As aulas na Ucrânia recomeçaram nesta quinta-feira

vladyslav musienko

Reescrever a História também nas regiões ocupadas da Ucrânia

É já nesta quinta-feira (1 de setembro) que se assinala o arranque do novo ano letivo na Ucrânia. A BBC revela que, nas áreas ocupadas pelas tropas russas, será ensinada às crianças ucranianas uma História muito diferente daquela que constava no programa dos anos anteriores. Os professores estão a ser pressionados para adotar o currículo russo. A BBC conta que há casos de docentes que foram forçados a cooperar com as autoridades russas, e de outros que, não tendo cedido, foram enviados para a Crimeia ou para locais da Rússia, com o objetivo de serem “retreinados” para transmitir a ideologia do Kremlin.

Nas redes sociais, têm surgido, em catadupa, mensagens de utilizadores pró-Rússia que se vangloriam da tentativa de apagar a História ucraniana em áreas ocupadas. As forças russas têm removido os manuais de História ucranianos das bibliotecas. O Governo russo começou já a fornecer livros didáticos russos em várias áreas ocupadas na Ucrânia.

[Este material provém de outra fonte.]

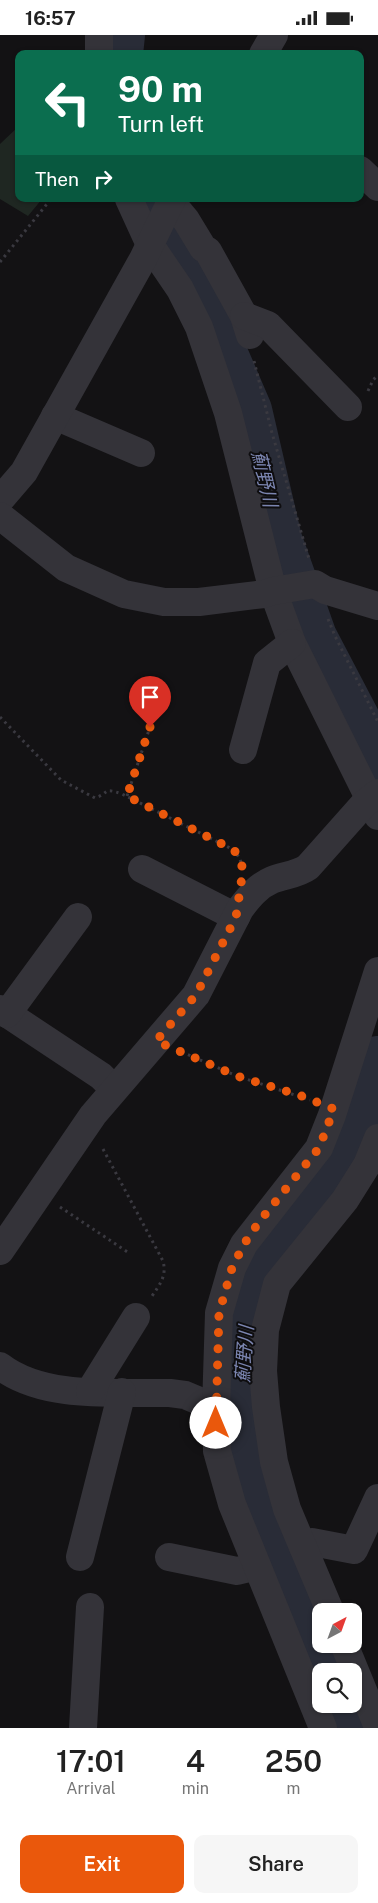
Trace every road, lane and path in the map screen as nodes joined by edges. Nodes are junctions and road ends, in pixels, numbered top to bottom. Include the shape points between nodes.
1 (99, 35) edge
2 (274, 35) edge
3 (99, 50) edge
4 (266, 50) edge
5 (364, 174) edge
6 (378, 187) edge
7 (49, 202) edge
8 (130, 202) edge
9 (170, 202) edge
10 (172, 202) edge
11 (150, 245) junction
12 (0, 262) edge
13 (226, 285) junction
14 (188, 305) junction
15 (247, 326) junction
16 (348, 407) dead end
17 (55, 416) junction
18 (141, 453) dead end
19 (0, 500) edge
20 (0, 516) edge
21 (315, 584) junction
22 (274, 591) junction
23 (378, 607) edge
24 (292, 643) junction
25 (0, 717) edge
26 (378, 723) edge
27 (150, 727) dead end
28 (243, 750) dead end
29 (127, 796) junction
30 (375, 802) edge
31 (142, 869) dead end
32 (243, 870) dead end
33 (78, 917) dead end
34 (236, 917) junction
35 (378, 971) edge
36 (4, 1011) edge
37 (156, 1041) junction
38 (114, 1089) junction
39 (334, 1109) junction
40 (88, 1122) junction
41 (378, 1138) edge
42 (373, 1170) edge
43 (39, 1192) junction
44 (0, 1251) edge
45 (129, 1253) dead end
46 (136, 1317) joint
47 (2, 1375) edge
48 (90, 1391) junction
49 (122, 1392) junction
50 (216, 1408) junction
51 (378, 1498) edge
52 (303, 1547) junction
53 (80, 1557) dead end
54 (169, 1557) dead end
55 (257, 1566) junction
56 (327, 1603) edge
57 (90, 1607) dead end
58 (348, 1653) edge
59 (378, 1727) edge
60 (83, 1728) edge
61 (323, 1728) edge

1 - 3 street
2 - 4 street
5 - 6 street
7 - 12 path
8 - 11 street
9 - 11 street
10 - 13 street via 208,251
11 - 14 street
11 - 17 street
13 - 14 street
13 - 15 street
14 - 22 street via 228,413
15 - 16 street via 268,325
15 - 21 path via 245,339 254,361
17 - 18 street
17 - 19 street via 24,473
20 - 22 street via 66,568 124,594 164,602 199,602
21 - 22 street
21 - 23 street
21 - 26 path via 335,636
22 - 24 street
24 - 28 street via 267,663
24 - 30 street via 333,729
25 - 29 path via 61,780 94,798 105,791
27 - 29 path
29 - 32 path via 234,850
30 - 34 street via 300,873 272,880 255,891
31 - 34 street
33 - 36 street
34 - 37 street via 196,995
35 - 39 street
36 - 38 street via 100,1076
37 - 38 street
37 - 39 path via 237,1076
38 - 40 street
39 - 50 street via 319,1148 259,1222 232,1268 219,1313
40 - 43 street
40 - 46 path via 163,1261 163,1280
41 - 42 street
42 - 52 street via 277,1284 265,1330 265,1389 274,1462 286,1509
43 - 44 street
43 - 45 path
46 - 48 street
47 - 48 street via 64,1391
48 - 49 street
49 - 50 street via 185,1395
49 - 53 street
50 - 55 street via 217,1451 232,1504
51 - 52 street via 354,1550 312,1542
52 - 56 street
54 - 55 street via 237,1571
55 - 61 street
57 - 60 street
58 - 59 street

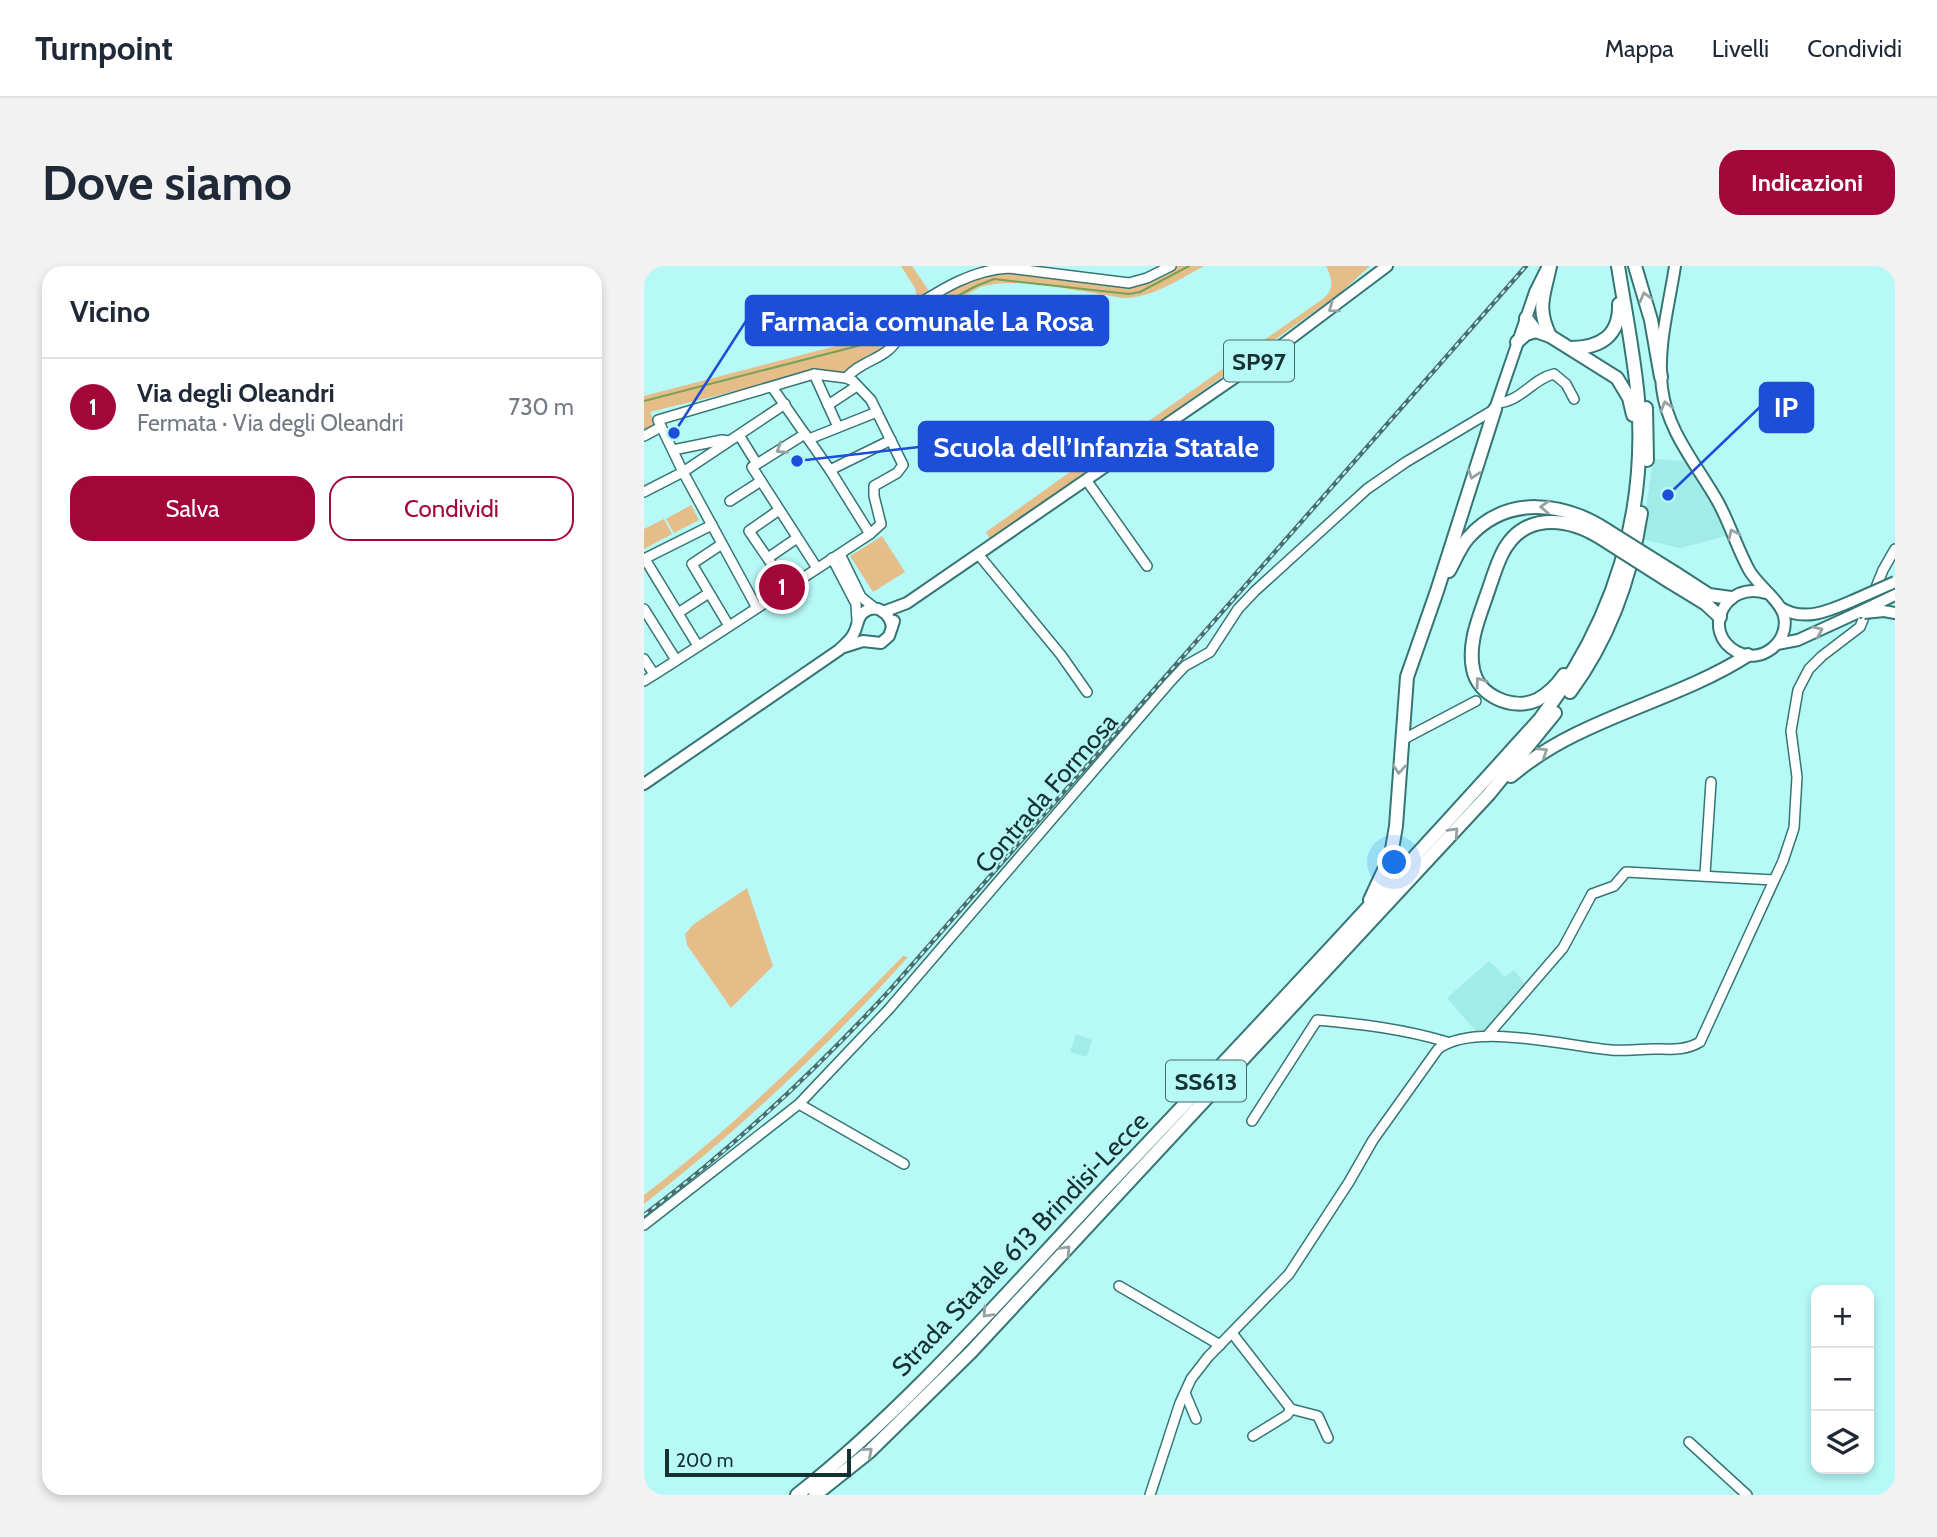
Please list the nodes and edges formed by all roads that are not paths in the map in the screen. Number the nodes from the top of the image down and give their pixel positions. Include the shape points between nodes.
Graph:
1 (1171, 266) edge
2 (1387, 266) edge
3 (1549, 266) edge
4 (1635, 266) edge
5 (1675, 266) edge
6 (1621, 268) edge
7 (1526, 317) junction
8 (1540, 326) junction
9 (1517, 342) junction
10 (1571, 348) junction
11 (814, 374) junction
12 (846, 377) junction
13 (1661, 377) junction
14 (857, 386) junction
15 (772, 387) junction
16 (1574, 398) dead end
17 (785, 404) junction
18 (828, 405) junction
19 (1496, 406) junction
20 (877, 412) junction
21 (660, 423) junction
22 (838, 428) junction
23 (739, 435) junction
24 (644, 436) edge
25 (807, 436) junction
26 (891, 440) junction
27 (730, 441) junction
28 (673, 450) junction
29 (1639, 450) junction
30 (757, 464) junction
31 (830, 470) junction
32 (683, 472) junction
33 (761, 481) junction
34 (1087, 481) junction
35 (644, 492) edge
36 (730, 501) dead end
37 (779, 510) junction
38 (712, 525) junction
39 (870, 534) junction
40 (1604, 535) junction
41 (797, 538) junction
42 (722, 544) junction
43 (1895, 549) edge
44 (978, 554) junction
45 (836, 556) junction
46 (768, 558) junction
47 (645, 559) edge
48 (1147, 566) dead end
49 (817, 568) junction
50 (648, 570) edge
51 (1672, 578) junction
52 (1895, 582) edge
53 (788, 587) junction
54 (1437, 591) junction
55 (709, 593) junction
56 (1766, 593) junction
57 (1895, 595) edge
58 (1731, 598) junction
59 (907, 603) junction
60 (757, 608) junction
61 (1781, 608) junction
62 (644, 609) edge
63 (879, 610) junction
64 (1889, 612) edge
65 (678, 613) junction
66 (1857, 613) junction
67 (1720, 617) junction
68 (857, 624) junction
69 (729, 626) junction
70 (892, 627) junction
71 (866, 642) junction
72 (1588, 644) junction
73 (1777, 644) junction
74 (698, 646) junction
75 (839, 650) junction
76 (1748, 655) junction
77 (644, 659) edge
78 (676, 660) junction
79 (654, 674) junction
80 (644, 681) edge
81 (1087, 692) dead end
82 (1476, 701) dead end
83 (1402, 740) junction
84 (1712, 782) dead end
85 (644, 784) edge
86 (1489, 794) junction
87 (1705, 874) junction
88 (1774, 880) junction
89 (1357, 922) junction
90 (1487, 1036) junction
91 (1447, 1042) junction
92 (800, 1104) junction
93 (1252, 1121) dead end
94 (904, 1164) dead end
95 (644, 1226) edge
96 (1119, 1286) dead end
97 (1232, 1333) junction
98 (1220, 1345) junction
99 (1185, 1393) junction
100 (1292, 1409) junction
101 (1196, 1419) dead end
102 (1253, 1436) dead end
103 (1328, 1437) dead end
104 (1689, 1442) dead end
105 (797, 1495) edge
106 (815, 1495) edge
107 (1150, 1495) edge
108 (1747, 1495) edge

1 - 12 street via 1129,283 989,268 890,322 898,338 895,345
2 -> 34 main road, SP97
3 - 7 main road
3 - 8 highway
13 -> 4 highway
5 - 13 main road
6 - 10 highway via 1619,313 1610,337 1599,345
6 - 29 highway, Strada Statale 613 Brindisi-Lecce / SS613 via 1638,398
6 - 86 highway, Strada Statale 613 Brindisi-Lecce / SS613 via 1646,397 1648,443 1638,534 1615,615 1601,642 1576,684
7 - 8 highway
7 - 9 main road
8 - 9 highway
8 - 10 highway
9 - 19 main road
10 - 29 highway via 1624,387
11 - 12 street
11 - 15 street
11 - 18 street
12 - 14 street
56 -> 13 main road via 1748,569 1717,502 1676,433
14 - 18 street
14 - 20 street
15 - 17 street
15 - 21 street
16 - 19 street, Contrada Formosa via 1554,374
17 - 23 street
17 - 25 street
18 - 22 street
19 -> 54 highway
19 - 92 street, Contrada Formosa via 1367,489 1255,591 1210,652 1185,666 1168,683 889,1009
20 - 22 street
20 - 26 street
21 - 24 street
21 - 28 street
22 - 25 street
23 - 27 street
23 - 30 street
25 -> 30 street
25 - 31 street
26 - 31 street
26 - 39 street via 903,465 874,486 881,524
27 - 28 street
27 - 32 street
28 - 32 street
29 - 72 highway, Strada Statale 613 Brindisi-Lecce / SS613 via 1637,492 1626,545 1605,613
30 - 33 street via 752,467
31 - 39 street
32 - 35 street
32 - 38 street
33 - 36 street
33 - 37 street
34 - 44 main road, SP97
34 - 48 street
37 - 41 street
37 - 46 street via 749,531
38 - 42 street
38 - 47 street
39 - 45 street
40 - 51 highway, bridge
40 -> 54 highway via 1582,515 1551,506 1505,512 1467,539
72 -> 40 highway via 1556,686 1536,700 1499,701 1482,688 1473,672 1476,626 1501,555 1518,534 1538,524 1562,522
41 - 46 street
41 - 49 street
42 - 55 street via 692,564
42 - 60 street
43 - 88 street via 1860,627 1816,663 1798,690 1791,731 1797,805 1794,828
44 - 59 main road, SP97
44 - 81 street
45 - 49 street
45 - 63 street via 861,597
45 - 68 street via 856,604
46 - 53 street
47 - 50 street
49 - 53 street
50 - 65 street
51 - 58 highway via 1709,595
51 - 67 highway
52 - 61 main road, bridge via 1827,611 1791,614
53 - 60 street
54 - 83 highway via 1407,677
55 - 65 street
55 - 69 street
56 - 58 main road via 1747,590
56 - 61 main road
57 - 66 main road, bridge
58 - 67 main road
59 - 63 main road, SP97
59 - 70 main road, SP97
60 - 69 street
61 - 73 main road via 1785,626
62 - 78 street
63 - 68 main road via 866,611
63 - 70 main road via 890,618
64 - 66 main road, bridge
65 - 74 street
73 -> 66 main road via 1798,640
67 - 76 main road via 1723,638 1738,653
68 - 71 main road
68 - 75 main road
69 - 74 street
70 - 71 main road via 885,640
71 - 75 main road
72 - 89 highway, Strada Statale 613 Brindisi-Lecce / SS613 via 1566,685 1540,719
73 - 76 main road via 1764,653
74 - 78 street
75 - 85 main road
86 -> 76 highway via 1549,748 1716,676
77 - 79 street
78 - 79 street
79 - 80 street
82 - 83 street
83 -> 89 highway via 1391,855
84 - 87 street
106 -> 86 highway, Strada Statale 613 Brindisi-Lecce / SS613 via 869,1452 971,1352
87 - 88 street
87 - 90 street via 1631,871 1622,874 1610,889 1592,894 1563,948
88 - 90 street via 1700,1042 1693,1047 1613,1050
89 -> 105 highway, Strada Statale 613 Brindisi-Lecce / SS613 via 975,1327 872,1430
90 - 91 street
91 - 93 street via 1361,1023 1317,1020
91 - 97 street via 1392,1110 1289,1274
92 - 94 street
92 - 95 street, Contrada Formosa
96 - 98 street
97 - 98 street
97 - 100 street
98 - 99 street via 1199,1366
99 - 101 street
99 - 107 street
100 - 102 street
100 - 103 street via 1318,1416
104 - 108 street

Nos principais livros escolares aprovados pela Rússia, são patentes as diferenças em relação ao período pré-guerra. A maioria das referências à Ucrânia e Kiev foi removida, e até "Kyivan Rus" - nome de um Estado medieval da Europa Oriental com capital em Kiev - foi substituído pelo nome "Rus" ou apenas "Old Rus".

Além de terem sido exponenciadas as referências a Vladimir Putin e aos seus “feitos”, foram ainda incluídas versões falsas da História. Exemplo disso é a alegação de que, durante a anexação da Crimeia, em 2014, as pessoas saíram para "proteger os seus direitos" depois de "nacionalistas radicais terem chegado ao poder [em Kiev], com o apoio do Ocidente".

A 19 de agosto, surgiu, na rede social Telegram, uma denúncia: os pais de crianças que estudavam numa escola nos arredores de Melitopol teriam recebido uma mensagem enviada por um professor, dizendo que “não haveria ensino remoto no território libertado” - é assim que o Kremlin se refere às regiões ocupadas. Os encarregados de educação que se recusassem a conduzir os filhos para o ensino presencial seriam “desprovidos dos seus direitos de pais”. Por outro lado, os pais que levassem os filhos às aulas seriam recompensados. A 24 de agosto, o Presidente russo confirmou o rumor, ao anunciar o pagamento único de dez mil rublos (cerca de 167 euros) aos pais, desde que os seus filhos frequentassem a escola até 15 de setembro.